Among the CCK derivatives, the tetrapeptide Boc-Trp-Phg-Asp-Nal-NH2 (1) behaves as a short potent CCK-B agonist which led to the development of an efficient peptidase-resistant CCK-B antagonist by bismethylation of its terminal CONH2 group. Further modifications of the N- and C-terminal moieties of 1 have been performed and are described in this paper, together with the pharmacological profile of the novel synthetized compounds. Introduction of more bulky substituents than NalNH2 on the C-terminal part decreased the CCK-B receptor binding affinity. In the series of N-protected tetrapeptides X30-Phg31-Asp32-Nal33-N(CH3)2, the Boc-substituent was shown to be optimal among the N-protecting groups Boc, 2Adoc, propionyl or acetyl when X = Trp. On the other hand, when X = alpha MeTrp, its optimal N-protecting group was 2Adoc and its configuration was preferentially D. In the newly synthesized compounds, 13: 2Adoc-D-alpha MeTrp-Phg-Asp-NalN(CH3)2 and 16: 2Adoc-D-alpha MeTrp-Phg-Asp-NalNH2 had the best CCK-B receptor affinities (KI = 3.5 and 3.4 nM, respectively) and were selected for further biological evaluation. Interestingly, when tested for their capacity to influence inositol phosphate formation, induced by CCK8 in CHO cells transfected with the rat CCK-B receptor, compound 13 behaved as a full CCK-B antagonist with an IC50 value of 18 +/- 1 nM, being as potent as the antagonist L-365,260 and PD-134,308 (IC50 values respectively, 39 +/- 17 and 30 +/- 2 nM), whereas compound 16 was found to behave as a partial CCK-B agonist.

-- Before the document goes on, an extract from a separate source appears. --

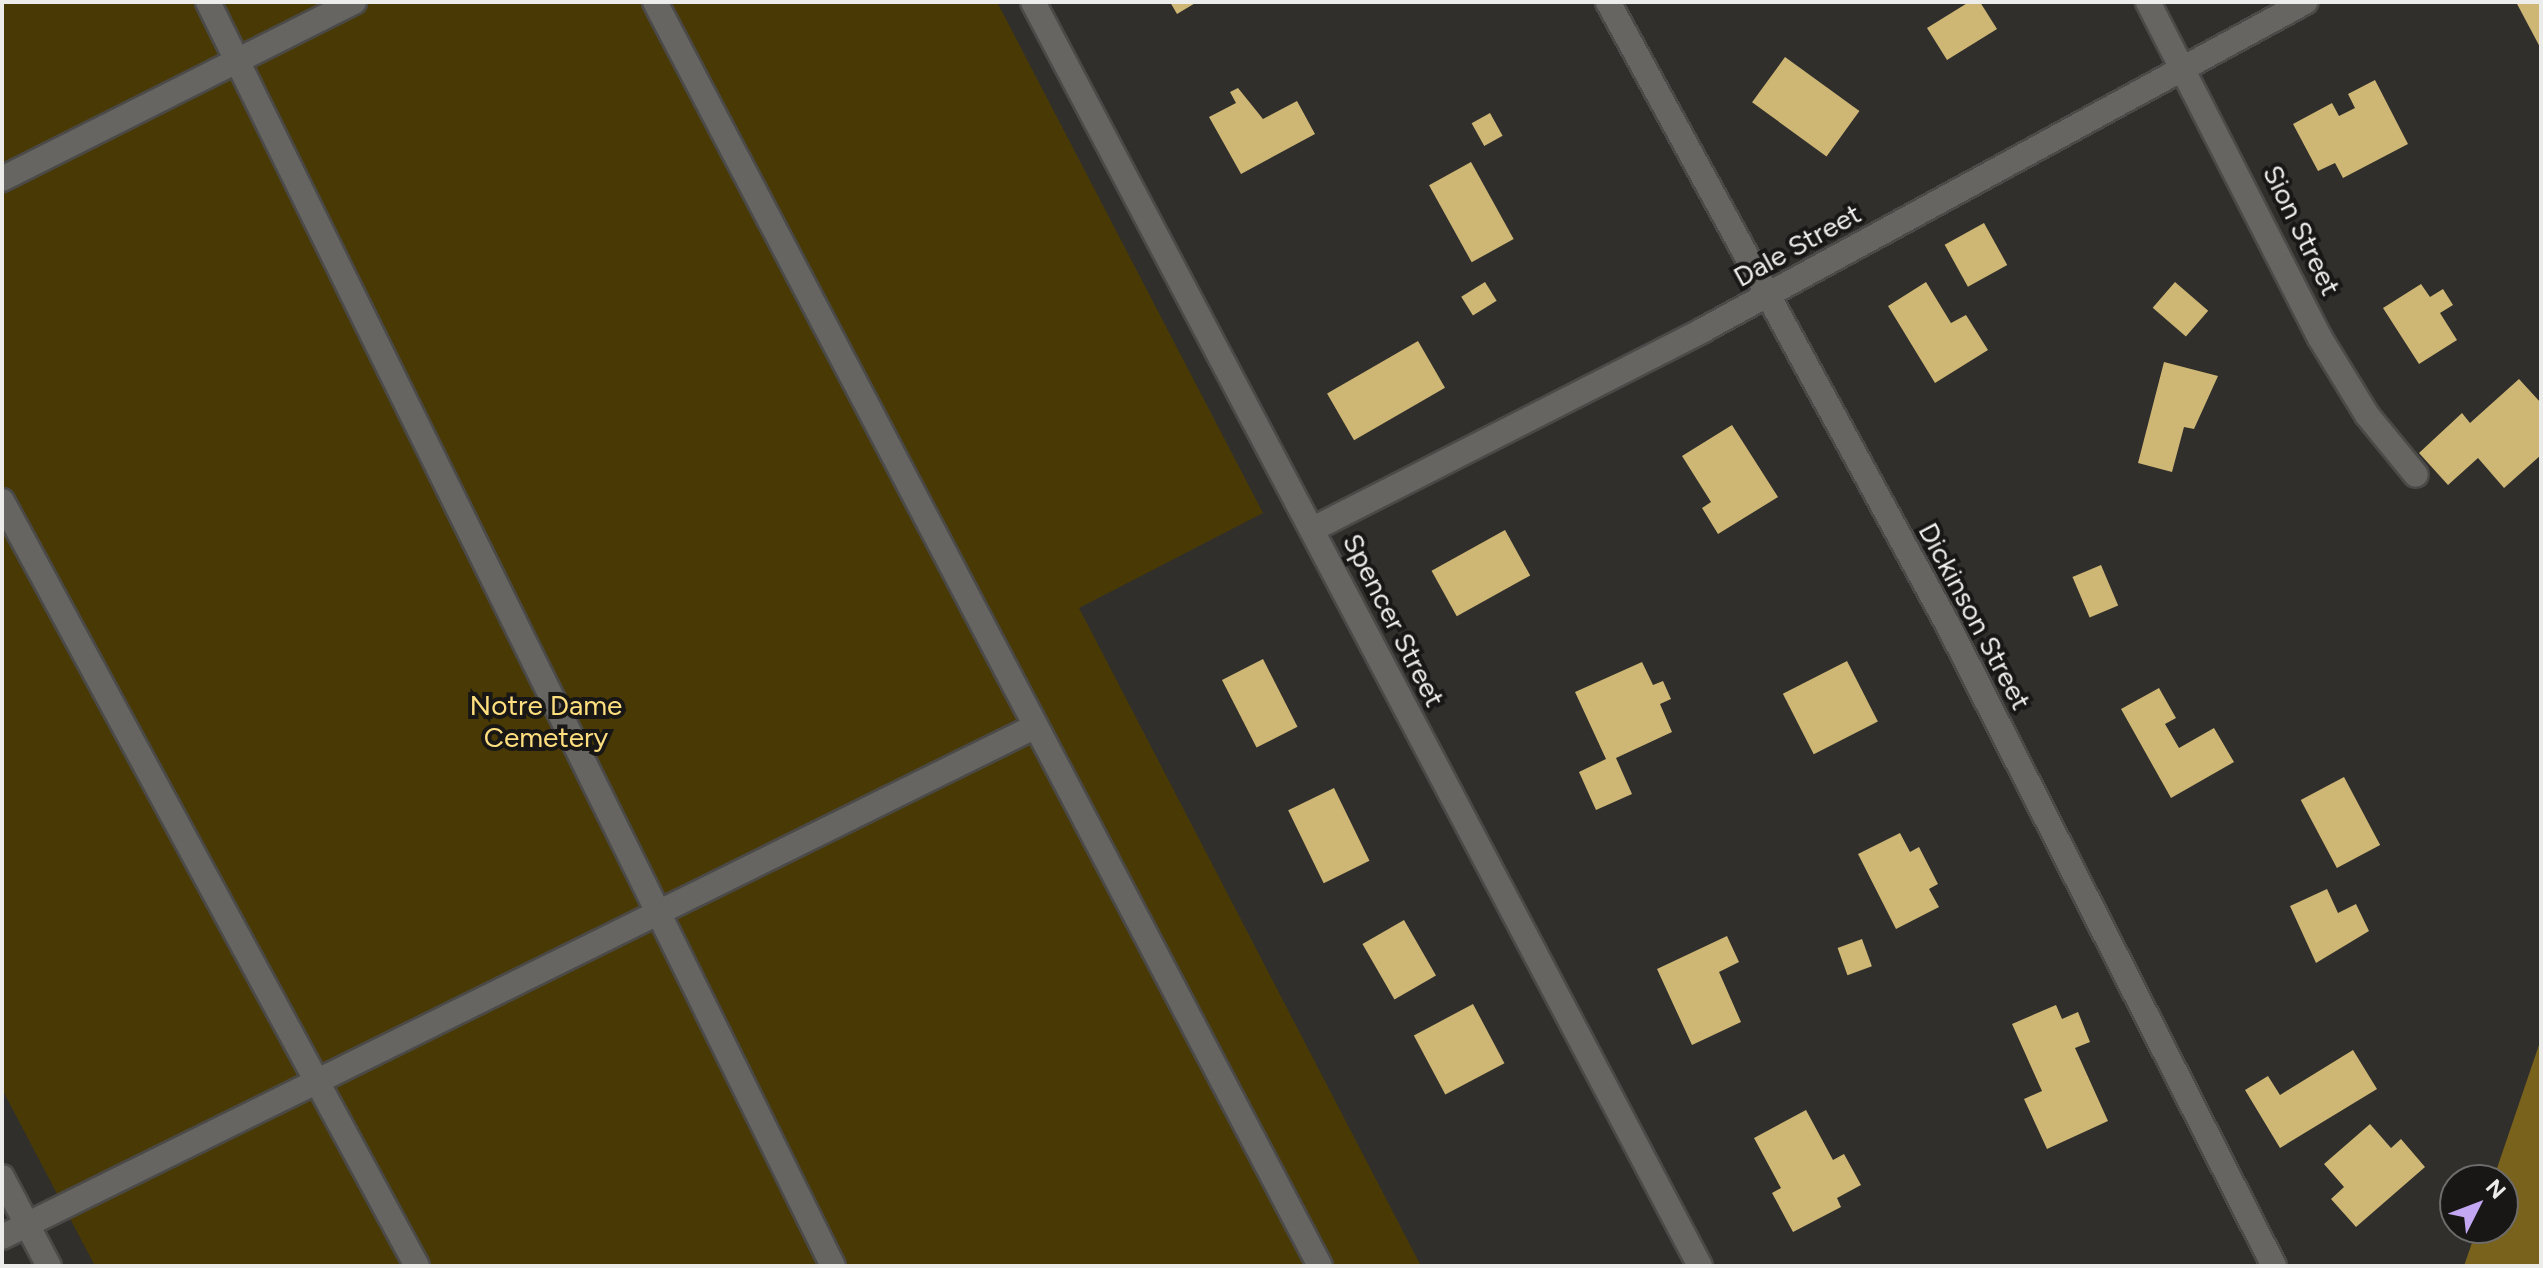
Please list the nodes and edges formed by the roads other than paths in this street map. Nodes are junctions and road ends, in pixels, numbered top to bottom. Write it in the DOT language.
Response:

Indeed 16 behaved as an antagonist on the firing rate of rat CA1 hippocampal neurons and acted as an agonist in the pentagastrin stimulated gastric acid secretion (EC50 = 12 nmol/kg) in anesthetized rats. Compound 13 in contrast, was found to inhibit the pentagastrin action at a dose (ID50 = 0.56 mumol/kg) similar to the potent antagonist PD-134,308 (ID50 = 0.4 mumol/kg). The antagonist/agonist properties of compounds 13 and 16 show that both N- and C-terminal substituents modulate the pharmacological properties in the Boc-CCK4 derivatives presented here.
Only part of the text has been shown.